03 Juli 2013
Antusias Dalam Mengajarkan FIRMAN. “Segala tulisan yang diilhamkan Allah memang bermanfaat untuk mengajar,
untuk menyatakan kesalahan, untuk memperbaiki kelakuan dan untuk mendidik orang
dalam kebenaran.” (2 Tim 3:16). Mengapa kita harus antusias dalam
membaca/mengajarkan firman? Apa saja manfaat Firman Tuhan dalam hidup kita?

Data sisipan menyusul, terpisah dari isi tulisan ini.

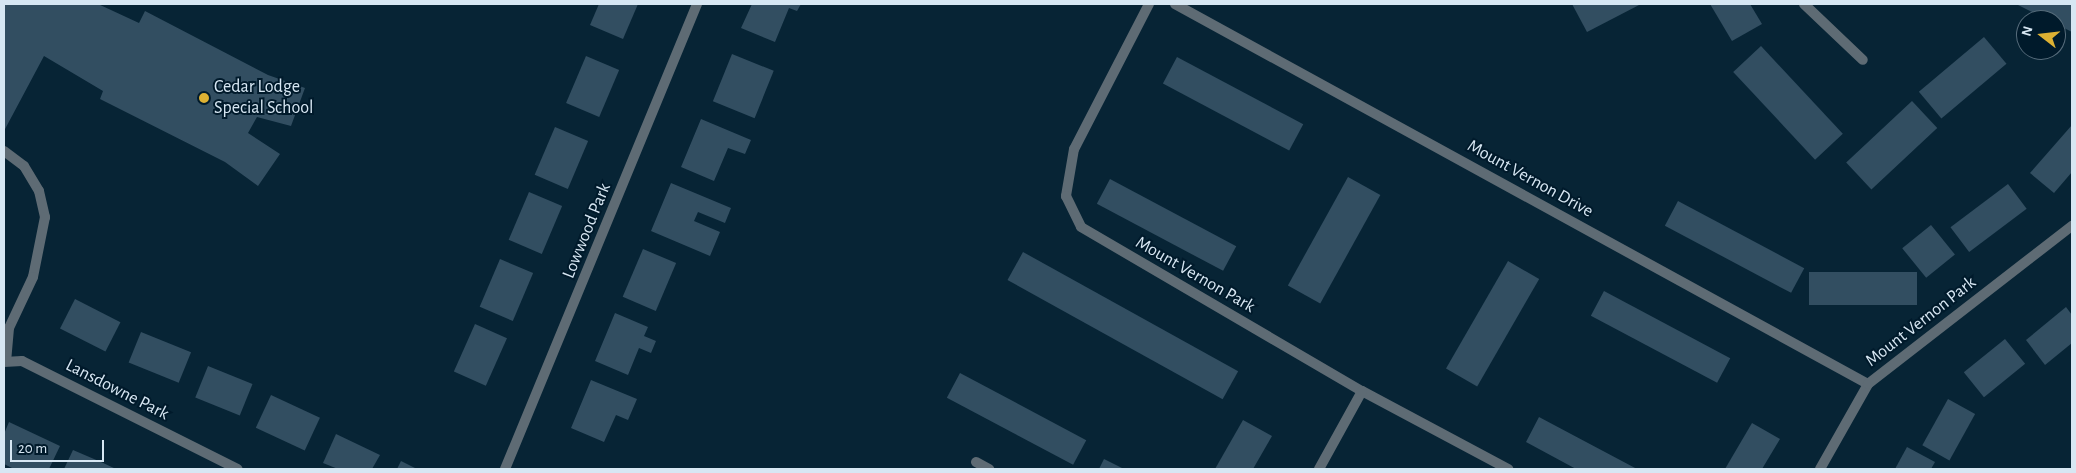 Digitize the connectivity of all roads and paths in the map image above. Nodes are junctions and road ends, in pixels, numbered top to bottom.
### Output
1 (697, 4) edge
2 (1149, 4) edge
3 (1175, 4) edge
4 (1804, 4) edge
5 (1863, 60) dead end
6 (4, 151) edge
7 (2072, 226) edge
8 (5, 361) edge
9 (1868, 384) junction
10 (1362, 391) junction
11 (976, 462) dead end
12 (238, 469) edge
13 (506, 469) edge
14 (989, 469) edge
15 (1320, 469) edge
16 (1508, 469) edge
17 (1820, 469) edge

1 - 13 street, Lowwood Park
2 - 10 street, Mount Vernon Park
3 - 9 street, Mount Vernon Drive
4 - 5 street
6 - 8 street
7 - 9 street, Mount Vernon Park
8 - 12 street, Lansdowne Park
9 - 17 street, Mount Vernon Park
10 - 15 street
10 - 16 street, Mount Vernon Park
11 - 14 street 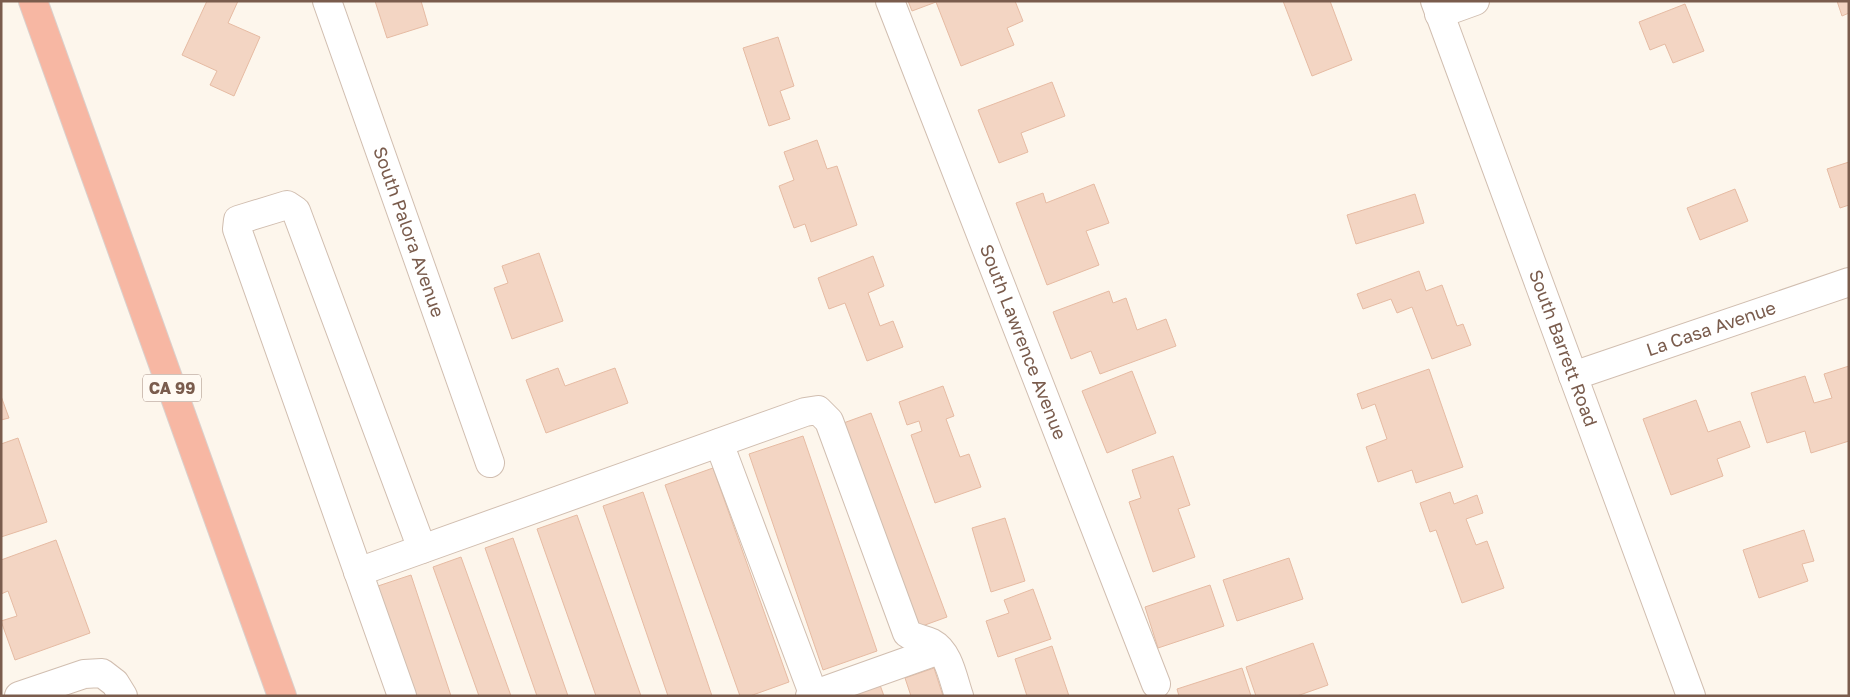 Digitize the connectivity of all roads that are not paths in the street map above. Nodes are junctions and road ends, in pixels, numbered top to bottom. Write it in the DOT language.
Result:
graph roads {
  1 [pos="33,1"];
  2 [pos="327,1"];
  3 [pos="890,1"];
  4 [pos="1475,1"];
  5 [pos="1437,8"];
  6 [pos="1849,282"];
  7 [pos="1573,376"];
  8 [pos="719,443"];
  9 [pos="490,463"];
  10 [pos="422,549"];
  11 [pos="358,572"];
  12 [pos="939,650"];
  13 [pos="1156,684"];
  14 [pos="812,695"];
  15 [pos="19,696"];
  16 [pos="123,696"];
  17 [pos="282,696"];
  18 [pos="402,696"];
  19 [pos="959,696"];
  20 [pos="1691,696"];
  1 -- 17 [label="highway, CA 99"];
  2 -- 9 [label="street, South Palora Avenue"];
  3 -- 13 [label="street, South Lawrence Avenue"];
  4 -- 5 [label="street"];
  5 -- 7 [label="street, South Barrett Road"];
  6 -- 7 [label="street, La Casa Avenue"];
  7 -- 20 [label="street, South Barrett Road"];
  8 -- 10 [label="street"];
  8 -- 12 [label="street"];
  8 -- 14 [label="street"];
  10 -- 11 [label="street"];
  10 -- 11 [label="street"];
  11 -- 18 [label="street"];
  12 -- 14 [label="street"];
  12 -- 19 [label="street"];
  15 -- 16 [label="street"];
} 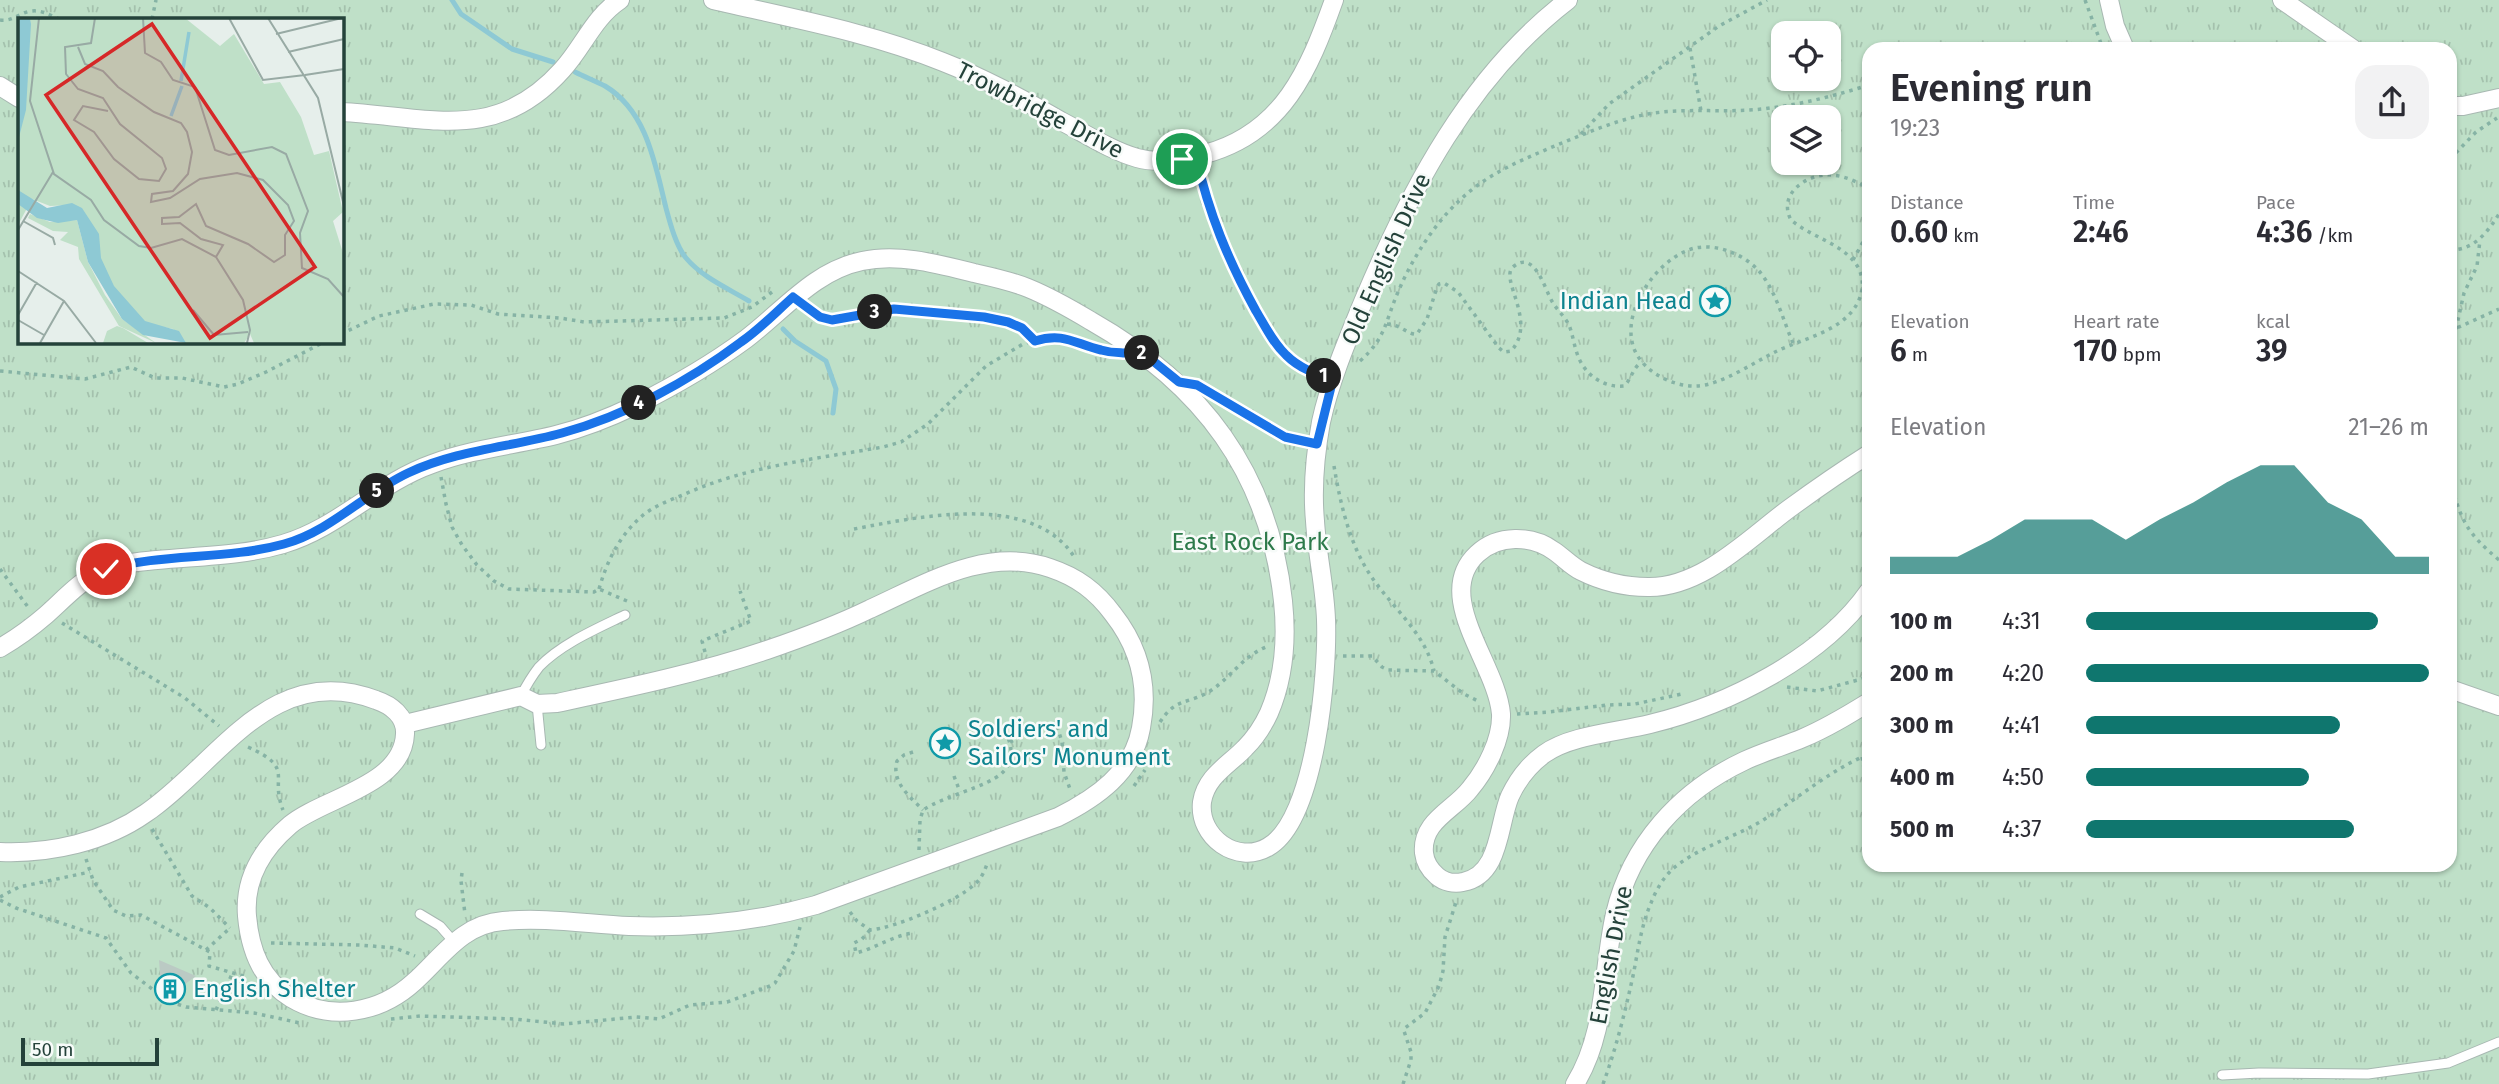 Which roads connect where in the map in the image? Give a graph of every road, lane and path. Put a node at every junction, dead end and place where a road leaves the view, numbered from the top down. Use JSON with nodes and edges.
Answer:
{"nodes":[{"id":1,"x":156,"y":0,"type":"edge"},
{"id":2,"x":620,"y":0,"type":"edge"},
{"id":3,"x":713,"y":0,"type":"edge"},
{"id":4,"x":1334,"y":0,"type":"edge"},
{"id":5,"x":1567,"y":0,"type":"edge"},
{"id":6,"x":1767,"y":0,"type":"edge"},
{"id":7,"x":2085,"y":0,"type":"edge"},
{"id":8,"x":2109,"y":0,"type":"edge"},
{"id":9,"x":2282,"y":0,"type":"edge"},
{"id":10,"x":57,"y":18,"type":"edge"},
{"id":11,"x":152,"y":18,"type":"edge"},
{"id":12,"x":0,"y":20,"type":"edge"},
{"id":13,"x":2100,"y":42,"type":"edge"},
{"id":14,"x":2122,"y":42,"type":"edge"},
{"id":15,"x":2343,"y":42,"type":"edge"},
{"id":16,"x":1690,"y":47,"type":"junction"},
{"id":17,"x":0,"y":86,"type":"edge"},
{"id":18,"x":1862,"y":87,"type":"edge"},
{"id":19,"x":18,"y":97,"type":"edge"},
{"id":20,"x":2499,"y":98,"type":"edge"},
{"id":21,"x":2457,"y":106,"type":"edge"},
{"id":22,"x":1701,"y":111,"type":"junction"},
{"id":23,"x":343,"y":112,"type":"edge"},
{"id":24,"x":2499,"y":117,"type":"edge"},
{"id":25,"x":1580,"y":136,"type":"junction"},
{"id":26,"x":2457,"y":152,"type":"edge"},
{"id":27,"x":1196,"y":157,"type":"junction"},
{"id":28,"x":1862,"y":186,"type":"edge"},
{"id":29,"x":2499,"y":214,"type":"edge"},
{"id":30,"x":2480,"y":240,"type":"junction"},
{"id":31,"x":1862,"y":244,"type":"edge"},
{"id":32,"x":2457,"y":249,"type":"edge"},
{"id":33,"x":1853,"y":260,"type":"junction"},
{"id":34,"x":1862,"y":277,"type":"edge"},
{"id":35,"x":1862,"y":288,"type":"edge"},
{"id":36,"x":793,"y":297,"type":"junction"},
{"id":37,"x":2499,"y":309,"type":"edge"},
{"id":38,"x":1387,"y":324,"type":"junction"},
{"id":39,"x":2457,"y":324,"type":"edge"},
{"id":40,"x":2457,"y":329,"type":"edge"},
{"id":41,"x":343,"y":333,"type":"edge"},
{"id":42,"x":1035,"y":341,"type":"junction"},
{"id":43,"x":322,"y":343,"type":"edge"},
{"id":44,"x":1793,"y":343,"type":"junction"},
{"id":45,"x":1108,"y":351,"type":"dead end"},
{"id":46,"x":1642,"y":362,"type":"junction"},
{"id":47,"x":0,"y":371,"type":"edge"},
{"id":48,"x":1335,"y":373,"type":"junction"},
{"id":49,"x":1208,"y":391,"type":"dead end"},
{"id":50,"x":1317,"y":444,"type":"junction"},
{"id":51,"x":1862,"y":459,"type":"edge"},
{"id":52,"x":436,"y":462,"type":"junction"},
{"id":53,"x":2457,"y":500,"type":"edge"},
{"id":54,"x":854,"y":529,"type":"dead end"},
{"id":55,"x":2499,"y":560,"type":"edge"},
{"id":56,"x":0,"y":569,"type":"edge"},
{"id":57,"x":1079,"y":580,"type":"junction"},
{"id":58,"x":599,"y":589,"type":"junction"},
{"id":59,"x":740,"y":591,"type":"dead end"},
{"id":60,"x":617,"y":597,"type":"dead end"},
{"id":61,"x":1862,"y":600,"type":"edge"},
{"id":62,"x":625,"y":615,"type":"dead end"},
{"id":63,"x":45,"y":616,"type":"junction"},
{"id":64,"x":703,"y":643,"type":"dead end"},
{"id":65,"x":1272,"y":645,"type":"dead end"},
{"id":66,"x":0,"y":648,"type":"edge"},
{"id":67,"x":1336,"y":657,"type":"dead end"},
{"id":68,"x":1434,"y":671,"type":"junction"},
{"id":69,"x":1862,"y":679,"type":"edge"},
{"id":70,"x":1777,"y":688,"type":"dead end"},
{"id":71,"x":2457,"y":691,"type":"edge"},
{"id":72,"x":1686,"y":693,"type":"dead end"},
{"id":73,"x":529,"y":700,"type":"junction"},
{"id":74,"x":1485,"y":702,"type":"dead end"},
{"id":75,"x":1862,"y":706,"type":"edge"},
{"id":76,"x":2499,"y":706,"type":"edge"},
{"id":77,"x":1501,"y":714,"type":"junction"},
{"id":78,"x":405,"y":724,"type":"junction"},
{"id":79,"x":977,"y":732,"type":"dead end"},
{"id":80,"x":1157,"y":732,"type":"dead end"},
{"id":81,"x":230,"y":736,"type":"junction"},
{"id":82,"x":1010,"y":742,"type":"junction"},
{"id":83,"x":541,"y":745,"type":"dead end"},
{"id":84,"x":913,"y":752,"type":"dead end"},
{"id":85,"x":1862,"y":757,"type":"edge"},
{"id":86,"x":1064,"y":772,"type":"dead end"},
{"id":87,"x":954,"y":776,"type":"dead end"},
{"id":88,"x":960,"y":792,"type":"junction"},
{"id":89,"x":923,"y":810,"type":"junction"},
{"id":90,"x":144,"y":815,"type":"junction"},
{"id":91,"x":292,"y":823,"type":"junction"},
{"id":92,"x":83,"y":842,"type":"junction"},
{"id":93,"x":0,"y":852,"type":"edge"},
{"id":94,"x":989,"y":858,"type":"dead end"},
{"id":95,"x":923,"y":866,"type":"junction"},
{"id":96,"x":90,"y":872,"type":"junction"},
{"id":97,"x":462,"y":873,"type":"dead end"},
{"id":98,"x":1460,"y":883,"type":"junction"},
{"id":99,"x":840,"y":895,"type":"junction"},
{"id":100,"x":0,"y":897,"type":"edge"},
{"id":101,"x":247,"y":914,"type":"junction"},
{"id":102,"x":420,"y":914,"type":"dead end"},
{"id":103,"x":230,"y":928,"type":"junction"},
{"id":104,"x":470,"y":929,"type":"junction"},
{"id":105,"x":870,"y":930,"type":"junction"},
{"id":106,"x":915,"y":933,"type":"dead end"},
{"id":107,"x":454,"y":942,"type":"junction"},
{"id":108,"x":251,"y":945,"type":"junction"},
{"id":109,"x":206,"y":950,"type":"junction"},
{"id":110,"x":430,"y":965,"type":"junction"},
{"id":111,"x":221,"y":971,"type":"dead end"},
{"id":112,"x":232,"y":973,"type":"dead end"},
{"id":113,"x":770,"y":986,"type":"dead end"},
{"id":114,"x":774,"y":992,"type":"dead end"},
{"id":115,"x":216,"y":1010,"type":"dead end"},
{"id":116,"x":2499,"y":1042,"type":"edge"},
{"id":117,"x":2222,"y":1075,"type":"dead end"},
{"id":118,"x":1403,"y":1084,"type":"edge"},
{"id":119,"x":1575,"y":1084,"type":"edge"},
{"id":120,"x":1602,"y":1084,"type":"edge"}],
"edges":[{"from":1,"to":11,"type":"path"},
{"from":2,"to":23,"type":"street"},
{"from":3,"to":27,"type":"street","name":"Trowbridge Drive"},
{"from":4,"to":27,"type":"street","name":"Trowbridge Drive"},
{"from":5,"to":48,"type":"street","name":"Old English Drive"},
{"from":6,"to":16,"type":"path"},
{"from":7,"to":13,"type":"path"},
{"from":8,"to":14,"type":"street"},
{"from":9,"to":15,"type":"street"},
{"from":10,"to":12,"type":"path"},
{"from":16,"to":22,"type":"path"},
{"from":16,"to":25,"type":"path"},
{"from":17,"to":19,"type":"street"},
{"from":18,"to":22,"type":"path"},
{"from":20,"to":21,"type":"street"},
{"from":22,"to":25,"type":"path"},
{"from":24,"to":26,"type":"path"},
{"from":25,"to":38,"type":"path"},
{"from":27,"to":48,"type":"path"},
{"from":28,"to":33,"type":"path"},
{"from":29,"to":30,"type":"path"},
{"from":30,"to":32,"type":"path"},
{"from":30,"to":39,"type":"path"},
{"from":31,"to":33,"type":"path"},
{"from":33,"to":34,"type":"path"},
{"from":35,"to":44,"type":"path"},
{"from":36,"to":41,"type":"path"},
{"from":36,"to":42,"type":"path"},
{"from":36,"to":50,"type":"street","name":"Old English Drive"},
{"from":36,"to":52,"type":"street","name":"Old English Drive"},
{"from":37,"to":40,"type":"path"},
{"from":38,"to":46,"type":"path"},
{"from":38,"to":48,"type":"path"},
{"from":42,"to":45,"type":"path"},
{"from":42,"to":58,"type":"path"},
{"from":43,"to":47,"type":"path"},
{"from":44,"to":46,"type":"path"},
{"from":44,"to":46,"type":"path"},
{"from":48,"to":50,"type":"street","name":"Old English Drive"},
{"from":49,"to":50,"type":"path"},
{"from":50,"to":68,"type":"path"},
{"from":51,"to":77,"type":"street"},
{"from":52,"to":58,"type":"path"},
{"from":52,"to":63,"type":"street","name":"Old English Drive"},
{"from":53,"to":55,"type":"path"},
{"from":54,"to":57,"type":"path"},
{"from":56,"to":63,"type":"path"},
{"from":57,"to":73,"type":"street"},
{"from":57,"to":95,"type":"street"},
{"from":58,"to":60,"type":"path"},
{"from":59,"to":64,"type":"path"},
{"from":61,"to":98,"type":"street"},
{"from":62,"to":73,"type":"lane"},
{"from":63,"to":66,"type":"street","name":"Old English Drive"},
{"from":63,"to":81,"type":"path"},
{"from":65,"to":80,"type":"path"},
{"from":67,"to":68,"type":"path"},
{"from":68,"to":74,"type":"path"},
{"from":69,"to":70,"type":"path"},
{"from":71,"to":76,"type":"street"},
{"from":72,"to":77,"type":"path"},
{"from":73,"to":78,"type":"street"},
{"from":73,"to":83,"type":"lane"},
{"from":75,"to":119,"type":"street","name":"English Drive"},
{"from":77,"to":98,"type":"street"},
{"from":78,"to":81,"type":"street"},
{"from":78,"to":91,"type":"street"},
{"from":79,"to":82,"type":"path"},
{"from":81,"to":90,"type":"street"},
{"from":81,"to":91,"type":"path"},
{"from":82,"to":86,"type":"path"},
{"from":82,"to":88,"type":"path"},
{"from":84,"to":89,"type":"path"},
{"from":85,"to":120,"type":"path"},
{"from":87,"to":88,"type":"path"},
{"from":88,"to":89,"type":"path"},
{"from":89,"to":95,"type":"path"},
{"from":90,"to":92,"type":"street"},
{"from":90,"to":103,"type":"path"},
{"from":91,"to":101,"type":"street"},
{"from":92,"to":93,"type":"street"},
{"from":92,"to":96,"type":"path"},
{"from":94,"to":105,"type":"path"},
{"from":95,"to":99,"type":"street"},
{"from":96,"to":100,"type":"path"},
{"from":96,"to":109,"type":"path"},
{"from":97,"to":104,"type":"path"},
{"from":98,"to":118,"type":"path"},
{"from":99,"to":104,"type":"street"},
{"from":99,"to":105,"type":"path"},
{"from":101,"to":103,"type":"path"},
{"from":101,"to":108,"type":"street"},
{"from":102,"to":107,"type":"lane"},
{"from":103,"to":109,"type":"path"},
{"from":104,"to":107,"type":"street"},
{"from":105,"to":106,"type":"path"},
{"from":107,"to":110,"type":"street"},
{"from":108,"to":110,"type":"path"},
{"from":108,"to":110,"type":"street"},
{"from":109,"to":111,"type":"path"},
{"from":112,"to":115,"type":"path"},
{"from":113,"to":114,"type":"path"},
{"from":116,"to":117,"type":"lane"}]}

Dalam terjemahan bahasa Indonesia sehari-hari (IBIS) ada tertulis: semua yang tertulis dalam Alkitab diilhami
oleh Allah dan berguna untuk mengajarkan yang benar, untuk menegur dan
membetulkan yang salah dan untuk mengajar manusia supaya hidup menurut kemauan
Allah. Rindukah saudara menjalani hidup yang benar? Maukah saudara hidup
sesuai kehendakNya? Jika saudara MAU, bangunlah antusiasme dalam diri sendiri
untuk membaca dan mengajarkan firman Tuhan! Masihkah saudara membaca firman
Tuhan setiap hari? Jika belum, lakukan mulai hari ini, bangunlah DISIPLIN diri dalam membaca dan
mengajarkan firman Tuhan, sebab firman Tuhan adalah pelita bagi kaki kita dan
Cahaya yang menerangi jalan kita, amin!
Respon 1
Ada waktu untuk tertawa, ada
waktu untuk menangis. Ada waktu untuk bersuka, ada waktu untuk berduka. Ada
waktu untuk berkata, ada waktu untuk diam. Apa yang sedang kita lewati, kadang
tidak seperti yang kita harapkan. Tetapi yang pasti, kita tahu sekarang, bahwa
Allah turut bekerja dalam segala sesuatu untuk mendatangkan kebaikan bagi
mereka yang mengasihi Dia, yaitu bagi mereka yang terpanggil sesuai dengan
rencana Allah. (Roma 8:28)
Respon 2
“Jauh di mata dekat di hati,”
ungkapan yang sangat indah. Tetapi kenyataan dalam hidup Kekristenan “Dekat di
mata jauh di hati”. Kita sering bangga dengan pelayanan-pelayanan di luar sana,
membagikan kasih di luar sana, sehingga orang lain memandang kita dengan mata
yang kagum. Memang itu baik, tetapi janganlah menjadi batu sandungan buat kita,
sedangkan terhadap keluarga sendiri kita tidak memiliki kasih atau mungkin kita
sering mengunjungi panti jompo, tetapi kita tidak peduli dengan orang tua
sendiri, kita susah-susah mencari siapa orang-orang yang perlu kita tolong atau
kita berkati di luar sana, padahal setiap hari kita sudah berjumpa dengan
orang-orang yang perlu kita tolong dan diberkati. Janganlah kita lupa bahwa apa
yang kita miliki semuanya berasal dari TUHAN, jadi kita tidak perlu bangga
dengan apa yang kita miliki. Luk 16:19-31. GBU.
Respon 3
Shalom Siu, Good Morning. Tq,
salam antusias, tetap semangat. Gbu.
Respon 4
RENUNGAN SUBUH. Rabu, 3 Juli
2013. Ibrani 13:5, “Janganlah kamu menjadi hamba uang dan cukupkanlah dirimu
dengan apa yang ada padamu. Karena Allah telah berfirman: Aku sekali-kali tidak
akan membiarkan engkau dan Aku sekali-kali tidak akan meninggalkan engkau.”
Mengatur keuangan terbaik adalah MENCUKUPKAN DIRI dengan apa yang ada pada
kita. Semangat pagi, Immanuel.
Respon 5
Shalom. Amin… “Janganlah kamu
menjadi hamba uang dan cukupkanlah dirimu dengan apa yang ada padamu. Karena
Allah telah berfirman: Aku sekali-kali tidak akan membiarkan engkau dan Aku
sekali-kali tidak akan meninggalkan engkau.” (Roma 15:4). Terima kasih untuk
firman TUHAN buat saya, selamat beraktivitas TUHAN selalu memberkati.